La Ley contra el Odio fue aprobada en noviembre de 2017. En sus primeros artículos se pretende establecer el vínculo con los principios constitucionales, y hasta se propone desarrollar acciones educativas para una cultura de paz, convivencia, tolerancia y respeto a la diversidad y pluralidad, son loables y hasta enamoran. Pero ya desde el artículo 7 empieza el "veneno". El Estado tomará "acciones de prevención y control de formas de violencia, odio, intolerancia y otras conductas relacionadas". Muy general esa definición; se presta a la discrecionalidad. Todavía el art. 11 (prohibición de partidos que promuevan el fascismo) puede ser plausible. Los artículos 13 y 14 son prohibiciones formuladas con la misma vaguedad. Los Artículos 20, 21, 22 establecen sanciones de 10 a 20 años de prisión y en algunos casos remiten a la Ley RESORTE. O sea, llover sobre mojado.
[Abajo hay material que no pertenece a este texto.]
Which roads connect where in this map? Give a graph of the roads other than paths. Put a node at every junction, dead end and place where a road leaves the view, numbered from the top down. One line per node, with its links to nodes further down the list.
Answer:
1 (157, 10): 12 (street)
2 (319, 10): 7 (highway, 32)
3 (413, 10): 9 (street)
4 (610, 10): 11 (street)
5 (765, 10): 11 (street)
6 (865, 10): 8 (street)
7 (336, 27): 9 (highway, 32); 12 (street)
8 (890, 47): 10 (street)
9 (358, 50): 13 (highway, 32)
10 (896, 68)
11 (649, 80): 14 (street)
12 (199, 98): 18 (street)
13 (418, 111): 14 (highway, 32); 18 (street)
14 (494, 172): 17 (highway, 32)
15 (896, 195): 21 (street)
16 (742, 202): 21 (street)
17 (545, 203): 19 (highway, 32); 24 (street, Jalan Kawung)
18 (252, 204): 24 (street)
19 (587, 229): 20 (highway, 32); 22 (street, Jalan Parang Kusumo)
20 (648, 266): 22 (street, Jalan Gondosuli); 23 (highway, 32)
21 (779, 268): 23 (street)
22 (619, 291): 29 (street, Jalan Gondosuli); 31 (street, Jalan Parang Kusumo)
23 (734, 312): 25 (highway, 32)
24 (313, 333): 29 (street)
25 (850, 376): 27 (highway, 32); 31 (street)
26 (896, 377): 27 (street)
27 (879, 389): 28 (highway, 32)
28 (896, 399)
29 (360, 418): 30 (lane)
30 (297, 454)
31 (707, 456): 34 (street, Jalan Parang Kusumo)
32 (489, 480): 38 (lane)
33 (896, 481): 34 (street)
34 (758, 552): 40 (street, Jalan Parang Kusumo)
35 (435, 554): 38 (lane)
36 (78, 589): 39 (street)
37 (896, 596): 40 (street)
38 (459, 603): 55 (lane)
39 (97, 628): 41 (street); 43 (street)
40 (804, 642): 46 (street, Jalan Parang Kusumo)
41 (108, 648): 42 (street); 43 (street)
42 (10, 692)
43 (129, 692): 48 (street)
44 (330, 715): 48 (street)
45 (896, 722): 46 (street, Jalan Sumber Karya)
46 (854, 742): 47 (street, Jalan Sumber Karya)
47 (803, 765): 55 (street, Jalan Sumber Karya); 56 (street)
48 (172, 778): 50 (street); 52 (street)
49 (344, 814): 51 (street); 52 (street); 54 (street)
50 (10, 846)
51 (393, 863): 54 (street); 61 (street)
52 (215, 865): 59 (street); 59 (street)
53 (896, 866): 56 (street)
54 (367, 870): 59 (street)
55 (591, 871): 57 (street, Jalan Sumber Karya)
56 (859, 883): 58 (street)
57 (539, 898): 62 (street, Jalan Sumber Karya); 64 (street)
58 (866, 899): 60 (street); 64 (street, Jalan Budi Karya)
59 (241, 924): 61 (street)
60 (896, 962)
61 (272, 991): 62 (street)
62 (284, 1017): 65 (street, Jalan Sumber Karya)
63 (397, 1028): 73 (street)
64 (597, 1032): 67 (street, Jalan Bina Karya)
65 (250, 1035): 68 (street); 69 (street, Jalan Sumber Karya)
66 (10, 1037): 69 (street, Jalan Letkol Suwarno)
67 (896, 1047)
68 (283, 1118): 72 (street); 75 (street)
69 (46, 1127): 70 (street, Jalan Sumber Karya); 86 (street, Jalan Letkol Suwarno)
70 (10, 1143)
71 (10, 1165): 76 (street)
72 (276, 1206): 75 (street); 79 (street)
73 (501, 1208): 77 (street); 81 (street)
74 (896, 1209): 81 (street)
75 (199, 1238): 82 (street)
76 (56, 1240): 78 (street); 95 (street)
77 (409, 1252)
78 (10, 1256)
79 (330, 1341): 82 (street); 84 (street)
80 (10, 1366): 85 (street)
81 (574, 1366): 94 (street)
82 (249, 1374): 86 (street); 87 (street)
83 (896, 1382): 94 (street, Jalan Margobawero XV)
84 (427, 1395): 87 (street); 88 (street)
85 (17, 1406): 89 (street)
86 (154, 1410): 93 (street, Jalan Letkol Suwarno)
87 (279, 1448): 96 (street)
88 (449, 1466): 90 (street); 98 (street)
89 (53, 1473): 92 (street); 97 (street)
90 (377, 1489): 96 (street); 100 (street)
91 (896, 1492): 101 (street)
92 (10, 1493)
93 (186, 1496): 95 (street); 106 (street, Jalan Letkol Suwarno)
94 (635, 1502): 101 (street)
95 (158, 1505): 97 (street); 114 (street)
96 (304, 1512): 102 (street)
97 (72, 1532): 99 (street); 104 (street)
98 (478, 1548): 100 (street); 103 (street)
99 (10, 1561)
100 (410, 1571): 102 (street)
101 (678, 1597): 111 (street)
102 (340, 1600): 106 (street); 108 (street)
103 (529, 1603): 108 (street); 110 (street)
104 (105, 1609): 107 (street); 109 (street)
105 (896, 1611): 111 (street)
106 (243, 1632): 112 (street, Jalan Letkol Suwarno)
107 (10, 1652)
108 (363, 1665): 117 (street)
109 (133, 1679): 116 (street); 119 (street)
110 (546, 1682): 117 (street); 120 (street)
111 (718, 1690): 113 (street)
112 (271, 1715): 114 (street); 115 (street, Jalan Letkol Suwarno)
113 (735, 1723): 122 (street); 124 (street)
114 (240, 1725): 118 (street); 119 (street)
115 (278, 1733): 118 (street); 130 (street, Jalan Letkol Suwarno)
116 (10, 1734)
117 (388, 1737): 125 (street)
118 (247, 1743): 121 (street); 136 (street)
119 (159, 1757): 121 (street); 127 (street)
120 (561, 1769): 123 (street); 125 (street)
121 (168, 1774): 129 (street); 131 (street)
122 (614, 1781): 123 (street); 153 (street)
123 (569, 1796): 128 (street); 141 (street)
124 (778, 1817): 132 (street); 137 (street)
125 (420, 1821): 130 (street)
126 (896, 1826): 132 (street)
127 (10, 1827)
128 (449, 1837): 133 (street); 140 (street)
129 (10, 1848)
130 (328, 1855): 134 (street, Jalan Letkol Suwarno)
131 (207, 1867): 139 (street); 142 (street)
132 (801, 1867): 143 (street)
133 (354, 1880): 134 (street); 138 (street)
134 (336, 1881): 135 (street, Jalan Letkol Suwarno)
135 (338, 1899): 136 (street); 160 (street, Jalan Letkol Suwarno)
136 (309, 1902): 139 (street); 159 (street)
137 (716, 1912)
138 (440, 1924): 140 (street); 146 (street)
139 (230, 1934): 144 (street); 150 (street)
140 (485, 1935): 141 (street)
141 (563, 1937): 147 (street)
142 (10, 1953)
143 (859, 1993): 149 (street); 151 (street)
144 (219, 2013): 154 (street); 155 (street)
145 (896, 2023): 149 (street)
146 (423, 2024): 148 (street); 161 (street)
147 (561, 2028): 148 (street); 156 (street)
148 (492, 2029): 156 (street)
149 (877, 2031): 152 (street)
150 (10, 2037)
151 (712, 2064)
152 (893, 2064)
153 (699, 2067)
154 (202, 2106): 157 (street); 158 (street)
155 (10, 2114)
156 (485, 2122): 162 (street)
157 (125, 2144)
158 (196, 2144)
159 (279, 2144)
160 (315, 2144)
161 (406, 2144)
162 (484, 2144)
Es evidente que la llamada "Ley contra el odio" no ha sido usada como un instrumento para evitar los crímenes de odio. Más bien se ha convertido en un instrumento para ejecutar acciones de odio de parte del Estado. No solo porque ha habido un doble rasero en su aplicación. Esto es evidente: declaraciones mediáticas de gobernadores y altos funcionarios del gobierno que son, a todas luces, expresiones de odio e incitaciones a la violencia contra un sector de la población, nunca han sido advertidas por la autoridad. Por otra parte, ya son centenares las detenciones y desapariciones forzadas que se justifican por presuntos crímenes de odio de opositores. Esto reafirma el hecho del control por parte del Partido de gobierno de todas instituciones como la Fiscalía General. La cuestión es que los organismos del Estado no disponen de un instrumento con cierta validez para identificar, evaluar y medir los posibles crímenes de odio. Todo queda a discreción del cuadro del Partido

Elaborar un instrumento objetivo y de validez científica para identificar un mensaje de odio, es completamente posible y deseable. Sería cuestión de un equipo multidisciplinario de psiquiatras, psicólogos, lingüistas, sociólogos y semiólogos. Se trata de analizar contenidos o discursos, y eso hoy hasta existen programas de Inteligencia Artificial capaces de hacerlo, en grandes cantidades de mensajes. De hecho, en varios países (por ejemplo, China, Argentina, México, Colombia, etc.) hay asistentes electrónicos de los jueces que revisan miles de documentos, identifican patrones y hasta sugieren sentencias. Desde hace décadas, la OMS elaboró una escala para medir la salud mental y hasta el bienestar individual y colectivo. También, existen las escalas de diagnóstico de las enfermeras. Los ejemplos de escalas de medición de contenidos se multiplican por decenas, en todas las disciplinas pertinentes.

En primer lugar, debe distinguirse claramente entre lo que es solo un exceso tolerable del lenguaje en la diatriba política, y un crimen de odio. Luego hacer una propuesta de escala de odio con la cual podría distinguirse entre un llamado al exterminio masivo de un sector de la población, caso extremo de mensaje de odio, pasando por la amenaza, la expresión del deseo de muerte de individuos miembros de alguna colectividad, la negación de humanidad a un colectivo o la simple ridiculización o desprecio hacia una minoría. Para eso existe la escala de Likert desde hace muchas décadas.

La Ley contra el Odio anuncia acciones educativas. Yo no conozco ningún programa concreto o actividad promovida por un organismo que se creó en la Ley, para impulsar la cultura de la paz, la convivencia y la tolerancia, objetivos expresos del instrumento legal que comentamos. Solo hemos conocido su lado punitivo y sesgado, de persecución política evidente. Lo que sí es claro es que la primera medida que caracterizaría a un nuevo gobierno democrático, además de la libertad de todos los presos políticos, es la derogación de la Ley Contra el Odio y de la llamada "Antibloqueo". Esta es una condición para recuperar la vigencia de la Constitución, suspendida en el estado de excepción en que vivimos.